I would love to believe that I live in a world where no one wants to hurt me and my family, but as a lesbian, feminist, progressive and an American, I know that isn't true.

Let me count just a few of the ways that I and many others face enemies: As a lesbian, I face thousands (millions?) of people who want to deny me equal rights under the law. They fight every attempt I make to gain fairness for myself and my family.

When my son was young, some of them would have even taken him away and orphaned him for no other reason than the fact that I'm a lesbian. They blame me for society's ills. Some of them spew such hateful rhetoric that it can be used to justify any act or any attack against me and my family.
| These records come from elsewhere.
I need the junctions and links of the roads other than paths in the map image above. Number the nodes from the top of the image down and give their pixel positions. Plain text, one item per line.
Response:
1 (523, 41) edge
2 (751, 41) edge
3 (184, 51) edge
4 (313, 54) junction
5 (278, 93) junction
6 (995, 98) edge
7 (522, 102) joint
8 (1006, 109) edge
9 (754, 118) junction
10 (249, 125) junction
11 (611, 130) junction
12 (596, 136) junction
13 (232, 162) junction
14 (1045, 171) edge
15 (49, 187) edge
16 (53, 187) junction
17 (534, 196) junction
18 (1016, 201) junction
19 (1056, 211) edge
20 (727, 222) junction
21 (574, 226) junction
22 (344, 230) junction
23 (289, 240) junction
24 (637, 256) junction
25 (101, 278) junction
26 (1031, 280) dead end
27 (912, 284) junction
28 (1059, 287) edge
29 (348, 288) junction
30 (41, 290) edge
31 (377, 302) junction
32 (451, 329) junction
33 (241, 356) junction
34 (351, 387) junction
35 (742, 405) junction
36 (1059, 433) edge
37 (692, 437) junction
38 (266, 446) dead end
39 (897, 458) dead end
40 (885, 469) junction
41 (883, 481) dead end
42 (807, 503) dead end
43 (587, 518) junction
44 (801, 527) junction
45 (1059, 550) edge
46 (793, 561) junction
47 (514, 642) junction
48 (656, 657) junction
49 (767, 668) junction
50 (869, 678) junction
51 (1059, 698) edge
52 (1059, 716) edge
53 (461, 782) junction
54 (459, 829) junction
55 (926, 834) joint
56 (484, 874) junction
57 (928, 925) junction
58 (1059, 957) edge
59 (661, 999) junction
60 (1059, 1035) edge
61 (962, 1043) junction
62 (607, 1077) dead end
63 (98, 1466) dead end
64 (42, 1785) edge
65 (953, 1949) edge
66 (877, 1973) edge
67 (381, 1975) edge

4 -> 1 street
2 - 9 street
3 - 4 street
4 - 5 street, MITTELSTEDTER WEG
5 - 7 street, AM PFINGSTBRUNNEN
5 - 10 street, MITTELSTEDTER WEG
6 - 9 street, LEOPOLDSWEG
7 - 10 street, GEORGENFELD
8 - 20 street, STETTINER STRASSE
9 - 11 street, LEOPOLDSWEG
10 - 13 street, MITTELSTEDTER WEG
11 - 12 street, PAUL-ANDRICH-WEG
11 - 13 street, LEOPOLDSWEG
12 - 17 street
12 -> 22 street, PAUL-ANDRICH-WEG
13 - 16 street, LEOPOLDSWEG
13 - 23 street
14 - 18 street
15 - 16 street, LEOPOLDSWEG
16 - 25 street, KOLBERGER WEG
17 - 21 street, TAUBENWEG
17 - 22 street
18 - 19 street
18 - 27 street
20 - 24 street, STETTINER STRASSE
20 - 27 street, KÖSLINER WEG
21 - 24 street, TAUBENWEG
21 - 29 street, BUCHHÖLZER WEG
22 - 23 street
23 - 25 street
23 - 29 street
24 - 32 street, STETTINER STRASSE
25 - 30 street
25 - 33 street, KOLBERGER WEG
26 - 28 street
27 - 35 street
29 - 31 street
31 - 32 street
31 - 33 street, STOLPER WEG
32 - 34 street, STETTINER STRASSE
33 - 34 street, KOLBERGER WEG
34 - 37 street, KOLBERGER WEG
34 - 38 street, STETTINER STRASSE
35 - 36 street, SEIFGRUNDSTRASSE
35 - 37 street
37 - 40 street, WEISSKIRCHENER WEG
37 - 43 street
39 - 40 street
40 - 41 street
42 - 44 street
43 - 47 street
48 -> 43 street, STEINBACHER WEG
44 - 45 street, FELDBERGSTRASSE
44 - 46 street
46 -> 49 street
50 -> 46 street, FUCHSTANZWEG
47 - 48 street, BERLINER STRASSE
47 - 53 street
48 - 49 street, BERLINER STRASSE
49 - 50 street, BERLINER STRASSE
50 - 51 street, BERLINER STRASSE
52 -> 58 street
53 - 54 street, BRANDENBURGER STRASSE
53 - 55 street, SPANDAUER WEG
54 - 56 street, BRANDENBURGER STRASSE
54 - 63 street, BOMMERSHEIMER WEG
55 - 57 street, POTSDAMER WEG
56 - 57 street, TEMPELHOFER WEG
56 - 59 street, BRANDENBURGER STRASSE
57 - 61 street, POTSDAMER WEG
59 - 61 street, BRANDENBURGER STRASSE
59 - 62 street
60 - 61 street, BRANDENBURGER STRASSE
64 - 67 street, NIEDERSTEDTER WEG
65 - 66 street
As a feminist and progressive, I'm often accused of being a traitor or worse. As an American, I am subject to attack by terrorists who don't care who they kill simply to make a political point or to get back at the real sins of our government.

Having enemies scares me.

Having enemies makes me want to run and hide.

Having enemies makes me want to smash them before they smash me.

And yet...

I know full well that we breathe the same air. We walk the same Earth, our feet touch the same soil. In my relatively small college town, some of us even shop at the same grocery store. We want the same things such as happiness and prosperity of body and soul and the freedom to live as we wish. We want our kids to go to good schools. We want them to grow up in a healthy country full of abundance.

The truth is that I really don't want to destroy my enemies. I simply don't want them to destroy me.

I even wish I could think of a better name -- the word "enemy" is so hateful and frightening. Using the word makes me think that I have no other choice than to destroy them before they "get" me. Must I grind the Religious Right into dust, so that my family can survive? Must I -- represented by the U.S. government and military -- kill, maim and torture thousands in the Middle East to stay safe?

And if I do grind "them" (those dastardly bad guys) into dust, whether politically or through actual murder, can I destroy them all, or will some survive to seek revenge against me?

From where I sit, the real trick of interdependence is figuring out how to get past my fear and theirs. In a world of enemies (and in their minds, I am most decidedly their enemy), what can we do? How can we see that we are all on the same side, no matter what theology or philosophy we preach? How do we make peace without surrendering?

At this moment, the toughest task we face is how to make peace. How can we bring the Middle East together? How can we end terrorism without creating more terrorists through our own violence? How can we make peace in America's culture war without destroying either side?

I am hungry for peace because I am truly tired of fighting.